WHAT NEEDS TO BE DONE: Every entry, from the first to the last, should be written out exactly.

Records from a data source
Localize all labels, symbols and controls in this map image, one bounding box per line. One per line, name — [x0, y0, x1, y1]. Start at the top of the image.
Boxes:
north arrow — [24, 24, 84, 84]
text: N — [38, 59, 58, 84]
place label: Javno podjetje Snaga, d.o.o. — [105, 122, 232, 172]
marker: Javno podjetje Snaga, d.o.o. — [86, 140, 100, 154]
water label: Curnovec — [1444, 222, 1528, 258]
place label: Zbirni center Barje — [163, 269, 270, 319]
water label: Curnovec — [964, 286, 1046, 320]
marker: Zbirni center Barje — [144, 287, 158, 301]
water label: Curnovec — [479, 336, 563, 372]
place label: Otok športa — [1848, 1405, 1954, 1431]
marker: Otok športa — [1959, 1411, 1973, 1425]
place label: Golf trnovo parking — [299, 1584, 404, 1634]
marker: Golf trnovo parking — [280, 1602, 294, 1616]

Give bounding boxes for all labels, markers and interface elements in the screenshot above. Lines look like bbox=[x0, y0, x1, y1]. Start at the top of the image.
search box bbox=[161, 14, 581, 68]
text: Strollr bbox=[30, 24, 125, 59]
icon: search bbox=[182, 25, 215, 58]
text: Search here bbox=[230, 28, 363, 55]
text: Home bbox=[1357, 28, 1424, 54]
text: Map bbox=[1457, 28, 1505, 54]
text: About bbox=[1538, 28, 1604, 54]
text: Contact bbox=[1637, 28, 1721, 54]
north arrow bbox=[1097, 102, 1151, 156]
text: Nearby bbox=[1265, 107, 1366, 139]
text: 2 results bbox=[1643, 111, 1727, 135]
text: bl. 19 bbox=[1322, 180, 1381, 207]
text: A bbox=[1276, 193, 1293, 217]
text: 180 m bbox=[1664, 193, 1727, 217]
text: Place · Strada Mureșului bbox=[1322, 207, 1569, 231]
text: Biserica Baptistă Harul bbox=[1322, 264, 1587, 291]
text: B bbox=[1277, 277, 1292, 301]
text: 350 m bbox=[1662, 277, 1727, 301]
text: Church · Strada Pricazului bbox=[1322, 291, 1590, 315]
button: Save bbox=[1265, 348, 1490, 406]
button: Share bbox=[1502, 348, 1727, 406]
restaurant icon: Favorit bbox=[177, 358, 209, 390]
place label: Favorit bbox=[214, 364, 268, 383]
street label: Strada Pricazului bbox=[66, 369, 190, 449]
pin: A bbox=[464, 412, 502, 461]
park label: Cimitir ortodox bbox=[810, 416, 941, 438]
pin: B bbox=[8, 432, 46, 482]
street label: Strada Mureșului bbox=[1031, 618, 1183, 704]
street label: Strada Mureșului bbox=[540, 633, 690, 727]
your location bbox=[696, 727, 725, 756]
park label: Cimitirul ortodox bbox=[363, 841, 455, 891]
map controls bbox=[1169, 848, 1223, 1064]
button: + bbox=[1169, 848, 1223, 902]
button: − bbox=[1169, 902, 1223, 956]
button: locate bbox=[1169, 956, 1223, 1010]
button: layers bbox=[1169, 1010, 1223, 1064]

OUTPUT OF THE EXERCISE:
Localize all labels, symbols and controls in this map image, one bounding box per line. One per line, name — [x0, y0, x1, y1]. Start at the top of the image.
Boxes:
north arrow — [24, 24, 84, 84]
text: N — [38, 59, 58, 84]
place label: Javno podjetje Snaga, d.o.o. — [105, 122, 232, 172]
marker: Javno podjetje Snaga, d.o.o. — [86, 140, 100, 154]
water label: Curnovec — [1444, 222, 1528, 258]
place label: Zbirni center Barje — [163, 269, 270, 319]
water label: Curnovec — [964, 286, 1046, 320]
marker: Zbirni center Barje — [144, 287, 158, 301]
water label: Curnovec — [479, 336, 563, 372]
place label: Otok športa — [1848, 1405, 1954, 1431]
marker: Otok športa — [1959, 1411, 1973, 1425]
place label: Golf trnovo parking — [299, 1584, 404, 1634]
marker: Golf trnovo parking — [280, 1602, 294, 1616]

Give bounding boxes for all labels, markers and interface elements in the screenshot above. Lines look like bbox=[x0, y0, x1, y1]. Start at the top of the image.
search box bbox=[161, 14, 581, 68]
text: Strollr bbox=[30, 24, 125, 59]
icon: search bbox=[182, 25, 215, 58]
text: Search here bbox=[230, 28, 363, 55]
text: Home bbox=[1357, 28, 1424, 54]
text: Map bbox=[1457, 28, 1505, 54]
text: About bbox=[1538, 28, 1604, 54]
text: Contact bbox=[1637, 28, 1721, 54]
north arrow bbox=[1097, 102, 1151, 156]
text: Nearby bbox=[1265, 107, 1366, 139]
text: 2 results bbox=[1643, 111, 1727, 135]
text: bl. 19 bbox=[1322, 180, 1381, 207]
text: A bbox=[1276, 193, 1293, 217]
text: 180 m bbox=[1664, 193, 1727, 217]
text: Place · Strada Mureșului bbox=[1322, 207, 1569, 231]
text: Biserica Baptistă Harul bbox=[1322, 264, 1587, 291]
text: B bbox=[1277, 277, 1292, 301]
text: 350 m bbox=[1662, 277, 1727, 301]
text: Church · Strada Pricazului bbox=[1322, 291, 1590, 315]
button: Save bbox=[1265, 348, 1490, 406]
button: Share bbox=[1502, 348, 1727, 406]
restaurant icon: Favorit bbox=[177, 358, 209, 390]
place label: Favorit bbox=[214, 364, 268, 383]
street label: Strada Pricazului bbox=[66, 369, 190, 449]
pin: A bbox=[464, 412, 502, 461]
park label: Cimitir ortodox bbox=[810, 416, 941, 438]
pin: B bbox=[8, 432, 46, 482]
street label: Strada Mureșului bbox=[1031, 618, 1183, 704]
street label: Strada Mureșului bbox=[540, 633, 690, 727]
your location bbox=[696, 727, 725, 756]
park label: Cimitirul ortodox bbox=[363, 841, 455, 891]
map controls bbox=[1169, 848, 1223, 1064]
button: + bbox=[1169, 848, 1223, 902]
button: − bbox=[1169, 902, 1223, 956]
button: locate bbox=[1169, 956, 1223, 1010]
button: layers bbox=[1169, 1010, 1223, 1064]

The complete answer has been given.